Ima Hogg was an enterprising circus emcee who brought culture and class to Houston, Texas. A storied ostrich jockey, she once rode to Hawaii to visit the Queen. Raised in government housing, young Ima frolicked among a backyard menagerie of raccoons, possums and a bear. Her father, "Big Jim" Hogg, in an onslaught against fun itself, booby-trapped the banisters she loved to slide down, shut down her money-making schemes, and forced her to pry chewing gum from furniture. He was later thrown from his seat on a moving train and perished; the Hogg clan then struck black gold on land Big Jim had forbidden them from selling. Ima had apocryphal sisters named "Ura" and "Hoosa" and real-life brothers sporting conventional names and vast art collections; upon their deaths, she gave away their artwork for nothing and the family home to boot. Tragically, Ms. Hogg (a future doctor) nursed three dying family members. She once sweet-talked a burglar into returning purloined jewelry and told him to get a job. Well into her nineties, she remained feisty and even exchanged geriatric insults with an octogenarian pianist. Hogg claimed to have received thirty proposals of marriage in her lifetime, and to have rejected them all. Hogg was revered as the "First Lady of Texas", and her name and legacy still thrive today—just ask Ima Pigg, Ima Nut, and Ima Pain, who have all appeared in the U.S. Census.

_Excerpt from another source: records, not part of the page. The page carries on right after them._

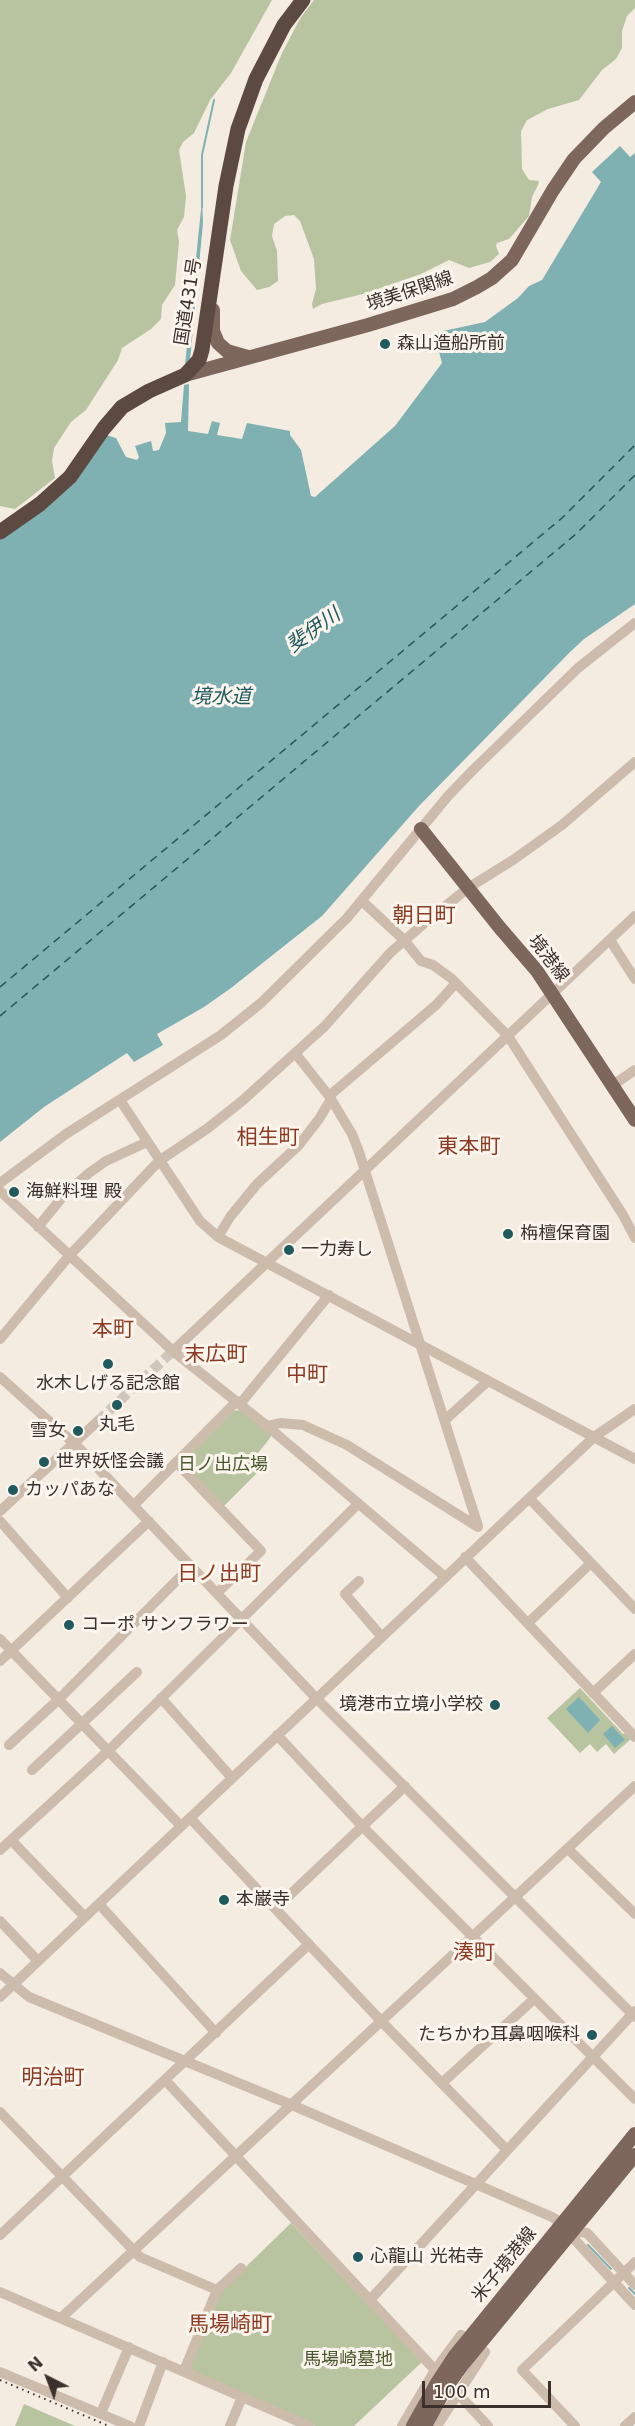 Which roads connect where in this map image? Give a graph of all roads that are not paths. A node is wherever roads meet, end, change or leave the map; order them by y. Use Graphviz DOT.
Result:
graph roads {
  1 [pos="303,0"];
  2 [pos="635,102"];
  3 [pos="214,269"];
  4 [pos="202,350"];
  5 [pos="252,357"];
  6 [pos="221,366"];
  7 [pos="185,375"];
  8 [pos="0,532"];
  9 [pos="635,623"];
  10 [pos="635,762"];
  11 [pos="421,829"];
  12 [pos="468,888"];
  13 [pos="362,901"];
  14 [pos="635,916"];
  15 [pos="404,940"];
  16 [pos="610,940"];
  17 [pos="635,979"];
  18 [pos="456,983"];
  19 [pos="553,993"];
  20 [pos="507,1036"];
  21 [pos="295,1053"];
  22 [pos="635,1070"];
  23 [pos="613,1085"];
  24 [pos="330,1097"];
  25 [pos="120,1100"];
  26 [pos="635,1120"];
  27 [pos="147,1142"];
  28 [pos="159,1161"];
  29 [pos="365,1170"];
  30 [pos="0,1183"];
  31 [pos="0,1191"];
  32 [pos="38,1227"];
  33 [pos="218,1237"];
  34 [pos="635,1238"];
  35 [pos="69,1256"];
  36 [pos="266,1263"];
  37 [pos="329,1295"];
  38 [pos="0,1339"];
  39 [pos="422,1345"];
  40 [pos="173,1351"];
  41 [pos="0,1377"];
  42 [pos="488,1381"];
  43 [pos="238,1402"];
  44 [pos="635,1409"];
  45 [pos="98,1420"];
  46 [pos="445,1420"];
  47 [pos="267,1426"];
  48 [pos="594,1437"];
  49 [pos="73,1443"];
  50 [pos="635,1459"];
  51 [pos="176,1462"];
  52 [pos="529,1498"];
  53 [pos="358,1503"];
  54 [pos="134,1505"];
  55 [pos="0,1511"];
  56 [pos="0,1521"];
  57 [pos="148,1521"];
  58 [pos="478,1526"];
  59 [pos="487,1538"];
  60 [pos="465,1557"];
  61 [pos="591,1563"];
  62 [pos="191,1566"];
  63 [pos="444,1576"];
  64 [pos="359,1581"];
  65 [pos="217,1593"];
  66 [pos="68,1598"];
  67 [pos="635,1609"];
  68 [pos="242,1619"];
  69 [pos="528,1623"];
  70 [pos="381,1636"];
  71 [pos="0,1639"];
  72 [pos="11,1651"];
  73 [pos="635,1654"];
  74 [pos="0,1661"];
  75 [pos="137,1672"];
  76 [pos="593,1693"];
  77 [pos="161,1698"];
  78 [pos="316,1698"];
  79 [pos="58,1700"];
  80 [pos="82,1725"];
  81 [pos="277,1735"];
  82 [pos="635,1737"];
  83 [pos="9,1745"];
  84 [pos="108,1752"];
  85 [pos="32,1770"];
  86 [pos="232,1778"];
  87 [pos="405,1786"];
  88 [pos="635,1786"];
  89 [pos="190,1818"];
  90 [pos="181,1826"];
  91 [pos="363,1827"];
  92 [pos="11,1840"];
  93 [pos="568,1849"];
  94 [pos="0,1850"];
  95 [pos="516,1897"];
  96 [pos="99,1904"];
  97 [pos="276,1908"];
  98 [pos="634,1912"];
  99 [pos="85,1917"];
  100 [pos="0,1921"];
  101 [pos="473,1938"];
  102 [pos="309,1944"];
  103 [pos="38,1961"];
  104 [pos="0,1973"];
  105 [pos="14,1985"];
  106 [pos="0,1996"];
  107 [pos="29,1997"];
  108 [pos="534,1999"];
  109 [pos="634,2014"];
  110 [pos="382,2022"];
  111 [pos="216,2033"];
  112 [pos="592,2057"];
  113 [pos="185,2062"];
  114 [pos="166,2081"];
  115 [pos="442,2083"];
  116 [pos="635,2099"];
  117 [pos="292,2105"];
  118 [pos="0,2112"];
  119 [pos="635,2134"];
  120 [pos="507,2150"];
  121 [pos="635,2155"];
  122 [pos="236,2156"];
  123 [pos="62,2177"];
  124 [pos="475,2184"];
  125 [pos="567,2227"];
  126 [pos="2,2229"];
  127 [pos="134,2251"];
  128 [pos="635,2262"];
  129 [pos="241,2268"];
  130 [pos="624,2274"];
  131 [pos="615,2283"];
  132 [pos="635,2285"];
  133 [pos="217,2290"];
  134 [pos="0,2292"];
  135 [pos="369,2301"];
  136 [pos="635,2305"];
  137 [pos="61,2318"];
  138 [pos="473,2342"];
  139 [pos="129,2347"];
  140 [pos="163,2362"];
  141 [pos="435,2370"];
  142 [pos="184,2371"];
  143 [pos="0,2372"];
  144 [pos="455,2395"];
  145 [pos="242,2397"];
  146 [pos="101,2413"];
  147 [pos="635,2417"];
  148 [pos="130,2426"];
  149 [pos="139,2426"];
  150 [pos="230,2426"];
  151 [pos="309,2426"];
  152 [pos="402,2426"];
  153 [pos="413,2426"];
  154 [pos="424,2426"];
  155 [pos="437,2426"];
  156 [pos="488,2426"];
  157 [pos="575,2426"];
  158 [pos="625,2426"];
  1 -- 3 [label="highway, 国道431号"];
  2 -- 5 [label="main road, 境美保関線"];
  3 -- 4 [label="highway, 国道431号"];
  3 -- 5 [label="main road"];
  4 -- 6 [label="main road"];
  4 -- 7 [label="highway, 国道431号"];
  5 -- 6 [label="main road, 境美保関線"];
  6 -- 7 [label="main road, 境美保関線"];
  7 -- 8 [label="highway"];
  9 -- 11 [label="street"];
  10 -- 12 [label="street"];
  11 -- 12 [label="main road, 境港線"];
  11 -- 13 [label="street"];
  12 -- 15 [label="street"];
  12 -- 19 [label="main road, 境港線"];
  13 -- 15 [label="street"];
  13 -- 25 [label="street"];
  14 -- 16 [label="street"];
  15 -- 18 [label="street"];
  15 -- 21 [label="street"];
  16 -- 17 [label="street"];
  16 -- 19 [label="street"];
  18 -- 20 [label="street"];
  18 -- 24 [label="street"];
  19 -- 20 [label="street"];
  19 -- 23 [label="main road, 境港線"];
  20 -- 29 [label="street"];
  20 -- 34 [label="street"];
  21 -- 24 [label="street"];
  21 -- 28 [label="street"];
  22 -- 23 [label="street"];
  23 -- 26 [label="main road, 境港線"];
  24 -- 29 [label="street"];
  24 -- 33 [label="street"];
  25 -- 27 [label="street"];
  25 -- 30 [label="street"];
  27 -- 28 [label="street"];
  27 -- 32 [label="street"];
  28 -- 33 [label="street"];
  28 -- 35 [label="street"];
  29 -- 36 [label="street"];
  29 -- 39 [label="street"];
  31 -- 32 [label="street"];
  32 -- 35 [label="street"];
  33 -- 36 [label="street"];
  35 -- 38 [label="street"];
  35 -- 40 [label="street"];
  36 -- 37 [label="street"];
  36 -- 40 [label="street"];
  37 -- 39 [label="street"];
  37 -- 43 [label="street"];
  39 -- 42 [label="street"];
  39 -- 46 [label="street"];
  40 -- 43 [label="street"];
  41 -- 49 [label="street"];
  42 -- 46 [label="street"];
  42 -- 48 [label="street"];
  43 -- 47 [label="street"];
  43 -- 51 [label="street"];
  44 -- 48 [label="street"];
  45 -- 49 [label="street"];
  46 -- 58 [label="street"];
  47 -- 53 [label="street"];
  47 -- 58 [label="street"];
  48 -- 50 [label="street"];
  48 -- 52 [label="street"];
  49 -- 54 [label="street"];
  49 -- 55 [label="street"];
  51 -- 54 [label="street"];
  51 -- 65 [label="street"];
  52 -- 59 [label="street"];
  52 -- 61 [label="street"];
  53 -- 63 [label="street"];
  53 -- 68 [label="street"];
  54 -- 57 [label="street"];
  56 -- 66 [label="street"];
  57 -- 62 [label="street"];
  57 -- 66 [label="street"];
  58 -- 59 [label="street"];
  59 -- 60 [label="street"];
  60 -- 63 [label="street"];
  60 -- 69 [label="street"];
  61 -- 67 [label="street"];
  61 -- 69 [label="street"];
  62 -- 65 [label="street"];
  62 -- 79 [label="street"];
  63 -- 70 [label="street"];
  64 -- 70 [label="street"];
  65 -- 68 [label="street"];
  66 -- 72 [label="street"];
  68 -- 77 [label="street"];
  68 -- 78 [label="street"];
  69 -- 76 [label="street"];
  70 -- 78 [label="street"];
  71 -- 72 [label="street"];
  72 -- 74 [label="street"];
  72 -- 79 [label="street"];
  73 -- 76 [label="street"];
  75 -- 80 [label="street"];
  76 -- 82 [label="street"];
  77 -- 84 [label="street"];
  77 -- 86 [label="street"];
  78 -- 81 [label="street"];
  78 -- 87 [label="street"];
  79 -- 80 [label="street"];
  79 -- 83 [label="street"];
  80 -- 84 [label="street"];
  80 -- 85 [label="street"];
  81 -- 86 [label="street"];
  81 -- 91 [label="street"];
  84 -- 90 [label="street"];
  84 -- 92 [label="street"];
  86 -- 89 [label="street"];
  87 -- 91 [label="street"];
  87 -- 95 [label="street"];
  88 -- 93 [label="street"];
  89 -- 90 [label="street"];
  89 -- 97 [label="street"];
  90 -- 96 [label="street"];
  91 -- 97 [label="street"];
  91 -- 101 [label="street"];
  92 -- 94 [label="street"];
  92 -- 99 [label="street"];
  93 -- 95 [label="street"];
  93 -- 98 [label="street"];
  95 -- 101 [label="street"];
  95 -- 109 [label="street"];
  96 -- 99 [label="street"];
  96 -- 111 [label="street"];
  97 -- 102 [label="street"];
  99 -- 103 [label="street"];
  100 -- 103 [label="street"];
  101 -- 108 [label="street"];
  101 -- 110 [label="street"];
  102 -- 110 [label="street"];
  102 -- 111 [label="street"];
  103 -- 105 [label="street"];
  104 -- 105 [label="street"];
  105 -- 106 [label="street"];
  105 -- 107 [label="street"];
  106 -- 107 [label="street"];
  107 -- 113 [label="street"];
  108 -- 112 [label="street"];
  108 -- 115 [label="street"];
  109 -- 112 [label="street"];
  110 -- 115 [label="street"];
  110 -- 117 [label="street"];
  111 -- 113 [label="street"];
  112 -- 116 [label="street"];
  112 -- 120 [label="street"];
  113 -- 114 [label="street"];
  113 -- 117 [label="street"];
  114 -- 122 [label="street"];
  114 -- 123 [label="street"];
  115 -- 120 [label="street"];
  117 -- 122 [label="street"];
  117 -- 124 [label="street"];
  118 -- 123 [label="street"];
  119 -- 125 [label="main road, 米子境港線"];
  120 -- 124 [label="street"];
  121 -- 125 [label="main road, 米子境港線"];
  122 -- 127 [label="street"];
  122 -- 135 [label="street"];
  123 -- 126 [label="street"];
  123 -- 127 [label="street"];
  124 -- 125 [label="street"];
  124 -- 135 [label="street"];
  125 -- 130 [label="street"];
  125 -- 131 [label="street"];
  125 -- 138 [label="main road, 米子境港線"];
  127 -- 133 [label="street"];
  127 -- 137 [label="street"];
  128 -- 130 [label="street"];
  129 -- 133 [label="street"];
  130 -- 131 [label="street"];
  130 -- 132 [label="street"];
  131 -- 136 [label="street"];
  131 -- 157 [label="street"];
  133 -- 142 [label="street"];
  134 -- 137 [label="street"];
  135 -- 141 [label="street"];
  137 -- 139 [label="street"];
  138 -- 141 [label="street"];
  138 -- 144 [label="street"];
  138 -- 153 [label="main road, 米子境港線"];
  138 -- 154 [label="main road, 米子境港線"];
  139 -- 140 [label="street"];
  139 -- 146 [label="street"];
  140 -- 142 [label="street"];
  140 -- 149 [label="street"];
  141 -- 152 [label="street"];
  142 -- 145 [label="street"];
  143 -- 146 [label="street"];
  144 -- 155 [label="street"];
  144 -- 156 [label="street"];
  145 -- 150 [label="street"];
  145 -- 151 [label="street"];
  146 -- 148 [label="street"];
  147 -- 158 [label="street"];
}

Now, the average human being is going to read that, look at the date, and think, "Oh, I get it. It's an April Fool's Day featured article. Ima Hogg isn't real."
But Wikipedia is actually practicing a subtler - and more sophisticated - form of humor. Ima Hogg was a real person.
And every individual fact in that featured article summary is true. They're just edited together in a way to make for some really loopy reading.
April Fool's articles aren't generally known for their subtlety. But I thought Wikipedia's was really well-done.